Typical values for a fluidizing gas according to the solution described in the above example will be a fluidization rate of about 2 cm / s in the distribution chamber 6 and a fluidization rate of 10 cm / s or more in the separation chamber 17. The extraction device may suitably be operated at relatively low negative pressure.

A device that is designed to process fluidized material can process large amounts of material such as alumina. This device is easy to design for processing from 0 tons per hour to several tons per hour. That is, the device can be used as a control unit for displacements and peaks in the amount of fine fraction to be separated. Such situations may arise, for example, in connection with deliveries to factory units and the main container at an aluminum factory or when loading ships from aluminum production facilities.
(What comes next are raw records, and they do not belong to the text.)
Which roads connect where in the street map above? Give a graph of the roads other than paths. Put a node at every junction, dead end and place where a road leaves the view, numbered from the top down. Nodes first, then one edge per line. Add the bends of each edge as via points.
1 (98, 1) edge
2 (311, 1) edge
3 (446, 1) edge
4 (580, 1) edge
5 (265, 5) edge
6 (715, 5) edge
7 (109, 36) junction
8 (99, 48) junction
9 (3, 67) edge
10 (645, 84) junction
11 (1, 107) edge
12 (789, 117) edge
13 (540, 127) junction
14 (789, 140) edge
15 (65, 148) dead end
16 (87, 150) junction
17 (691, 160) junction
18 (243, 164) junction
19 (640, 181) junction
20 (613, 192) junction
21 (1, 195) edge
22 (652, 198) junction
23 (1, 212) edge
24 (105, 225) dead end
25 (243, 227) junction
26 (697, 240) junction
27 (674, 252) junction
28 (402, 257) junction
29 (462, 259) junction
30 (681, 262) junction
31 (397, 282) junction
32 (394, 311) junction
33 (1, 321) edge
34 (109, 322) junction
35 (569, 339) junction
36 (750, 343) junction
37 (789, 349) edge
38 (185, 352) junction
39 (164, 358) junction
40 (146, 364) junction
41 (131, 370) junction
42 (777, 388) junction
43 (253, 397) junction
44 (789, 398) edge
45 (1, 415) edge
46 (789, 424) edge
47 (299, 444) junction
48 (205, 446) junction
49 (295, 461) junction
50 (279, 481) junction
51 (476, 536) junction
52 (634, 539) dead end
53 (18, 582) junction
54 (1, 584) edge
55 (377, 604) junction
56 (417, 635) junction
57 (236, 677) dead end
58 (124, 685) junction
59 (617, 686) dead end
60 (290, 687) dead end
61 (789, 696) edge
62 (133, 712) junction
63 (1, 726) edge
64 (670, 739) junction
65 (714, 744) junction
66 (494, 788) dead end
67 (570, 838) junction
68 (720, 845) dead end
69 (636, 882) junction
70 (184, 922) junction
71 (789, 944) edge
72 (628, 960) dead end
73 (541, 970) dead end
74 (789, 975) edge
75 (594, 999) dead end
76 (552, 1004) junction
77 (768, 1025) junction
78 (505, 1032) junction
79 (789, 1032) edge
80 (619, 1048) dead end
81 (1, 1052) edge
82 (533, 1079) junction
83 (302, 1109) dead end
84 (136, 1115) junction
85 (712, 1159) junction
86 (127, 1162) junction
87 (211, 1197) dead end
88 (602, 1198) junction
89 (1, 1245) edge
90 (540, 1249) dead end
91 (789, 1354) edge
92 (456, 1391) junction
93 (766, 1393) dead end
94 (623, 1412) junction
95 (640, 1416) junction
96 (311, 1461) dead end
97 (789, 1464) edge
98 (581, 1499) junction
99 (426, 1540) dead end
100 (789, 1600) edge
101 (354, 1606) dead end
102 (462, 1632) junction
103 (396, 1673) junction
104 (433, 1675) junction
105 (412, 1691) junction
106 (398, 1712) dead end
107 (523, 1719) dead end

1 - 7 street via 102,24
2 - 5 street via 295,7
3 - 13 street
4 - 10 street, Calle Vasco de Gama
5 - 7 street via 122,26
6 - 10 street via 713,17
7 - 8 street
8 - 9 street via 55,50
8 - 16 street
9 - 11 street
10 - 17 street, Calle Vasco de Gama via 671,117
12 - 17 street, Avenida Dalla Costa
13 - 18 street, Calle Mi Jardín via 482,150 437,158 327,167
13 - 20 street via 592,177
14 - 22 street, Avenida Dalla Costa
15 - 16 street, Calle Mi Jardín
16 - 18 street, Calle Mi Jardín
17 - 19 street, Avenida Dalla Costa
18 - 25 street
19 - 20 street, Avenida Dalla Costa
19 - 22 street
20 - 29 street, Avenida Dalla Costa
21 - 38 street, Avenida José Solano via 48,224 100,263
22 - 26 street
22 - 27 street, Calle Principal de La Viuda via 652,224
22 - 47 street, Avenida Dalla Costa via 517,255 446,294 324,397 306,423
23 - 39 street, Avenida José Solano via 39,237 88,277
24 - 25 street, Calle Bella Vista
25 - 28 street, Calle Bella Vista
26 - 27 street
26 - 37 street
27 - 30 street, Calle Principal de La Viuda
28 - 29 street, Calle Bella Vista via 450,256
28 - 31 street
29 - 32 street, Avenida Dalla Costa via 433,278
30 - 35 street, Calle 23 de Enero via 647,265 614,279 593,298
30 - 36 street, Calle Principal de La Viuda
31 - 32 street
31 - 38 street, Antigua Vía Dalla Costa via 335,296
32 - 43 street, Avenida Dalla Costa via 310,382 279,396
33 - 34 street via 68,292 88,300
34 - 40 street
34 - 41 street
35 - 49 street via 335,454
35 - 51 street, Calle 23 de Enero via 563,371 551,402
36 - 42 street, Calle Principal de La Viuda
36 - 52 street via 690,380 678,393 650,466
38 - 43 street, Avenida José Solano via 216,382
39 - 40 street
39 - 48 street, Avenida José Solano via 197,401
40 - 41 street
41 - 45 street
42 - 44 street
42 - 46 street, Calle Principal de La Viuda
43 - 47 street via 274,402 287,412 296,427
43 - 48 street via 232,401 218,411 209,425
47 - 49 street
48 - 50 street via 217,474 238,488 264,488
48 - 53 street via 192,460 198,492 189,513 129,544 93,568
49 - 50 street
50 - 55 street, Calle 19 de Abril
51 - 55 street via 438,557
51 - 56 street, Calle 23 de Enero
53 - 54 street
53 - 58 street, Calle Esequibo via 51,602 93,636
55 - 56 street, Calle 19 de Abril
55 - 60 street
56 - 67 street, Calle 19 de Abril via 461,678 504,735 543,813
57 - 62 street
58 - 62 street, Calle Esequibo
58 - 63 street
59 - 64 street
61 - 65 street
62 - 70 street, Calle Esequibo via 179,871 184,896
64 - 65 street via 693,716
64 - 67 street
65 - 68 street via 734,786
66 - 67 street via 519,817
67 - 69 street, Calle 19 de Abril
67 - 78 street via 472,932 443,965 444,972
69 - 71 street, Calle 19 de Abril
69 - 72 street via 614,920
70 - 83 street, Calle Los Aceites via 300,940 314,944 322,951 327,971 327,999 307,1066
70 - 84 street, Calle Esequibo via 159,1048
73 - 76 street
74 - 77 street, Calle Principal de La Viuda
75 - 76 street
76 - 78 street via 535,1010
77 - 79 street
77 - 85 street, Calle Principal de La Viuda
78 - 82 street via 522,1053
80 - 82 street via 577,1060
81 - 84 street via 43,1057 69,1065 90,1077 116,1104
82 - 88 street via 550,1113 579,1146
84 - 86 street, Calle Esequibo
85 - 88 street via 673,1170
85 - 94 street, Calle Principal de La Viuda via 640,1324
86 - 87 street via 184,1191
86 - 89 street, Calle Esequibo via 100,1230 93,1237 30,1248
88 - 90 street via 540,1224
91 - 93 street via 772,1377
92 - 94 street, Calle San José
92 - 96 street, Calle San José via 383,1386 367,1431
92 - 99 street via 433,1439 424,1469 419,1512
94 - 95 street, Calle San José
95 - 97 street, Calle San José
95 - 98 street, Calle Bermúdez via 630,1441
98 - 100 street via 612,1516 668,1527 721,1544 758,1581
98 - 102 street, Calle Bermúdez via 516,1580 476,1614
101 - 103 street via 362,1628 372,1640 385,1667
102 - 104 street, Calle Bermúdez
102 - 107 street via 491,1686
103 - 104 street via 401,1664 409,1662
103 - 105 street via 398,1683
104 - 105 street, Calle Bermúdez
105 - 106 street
A test was performed with a device according to the invention with an active zone (high fluidization velocity zone) of 0.5 m ² and was found to be functional up to 6 tons per hour. If desired, several devices can be connected in series to achieve the desired fine fraction separation / extraction.

Alternatively, the size of the core in the separation chamber can be increased by increasing its width or length. The effect of the device is determined by the thickness of the material layer in the core, the residence time of the material in the zone, the fluidization rate and the extraction rate. Tests performed at different fluidization rates show that the fine fractions are expelled approximately proportionally to the fluidization rate. In use, the present invention has proven to be particularly suitable for continuous separation of dust from a fluidizable mass where high capacity is required.

Claims (7)

PATENT CLAIMS A method for separating and extracting fractions in a material stream of material consisting of particles of different fractions, wherein the material is fluidized by at least one fluidizing element (13) located below the material, and the fine material fractions are overfluidized and expelled by an extraction device ( 9) positioned above the material, the material is passed through a closed conduit (7) comprising a separation chamber (17) and an inlet, characterized in that the material enters the separation chamber, passing through a slot disposed between the inlet and said chamber, the hydrostatic material is supplied and evenly distributed to the separation chamber. Method according to claim 1, characterized in that the material consists of alumina and / or other equivalent fluidizable materials. Method according to claim 1, characterized in that the material consists of fluoride. The method of claim 1, wherein the finer fractions being expelled consist of particles up to 50 microns in size. An apparatus for separating and extracting fractions in a material stream of material consisting of particles of different fractions, comprising a closed conduit (7) with an inlet end and an outlet end through which the material is transported, and wherein the separation chamber (17) is mounted between the inlet end and an outlet end, the separation chamber comprising at least one fluidization element (13) at the base of the chamber and an extraction device (9) located at the top of the chamber, characterized in that the inlet end of the pipe (7) comprises a distribution chamber (6) with vertical partition (16) ending above the base (10) of the distribution chamber so as to form a slot (18) through which the material is led to the separation chamber (17) to ensure uniform distribution of the material towards the separation chamber (17). Device according to claim 5, characterized in that the base (10) of the distribution chamber (6) is located lower than the base (11) of the separation chamber (17) such that a threshold (19) is formed between them. Apparatus according to claim 5, characterized in that the extraction device (9) is designed with a slot-like opening (20) that extends downwards and into the separation chamber (17).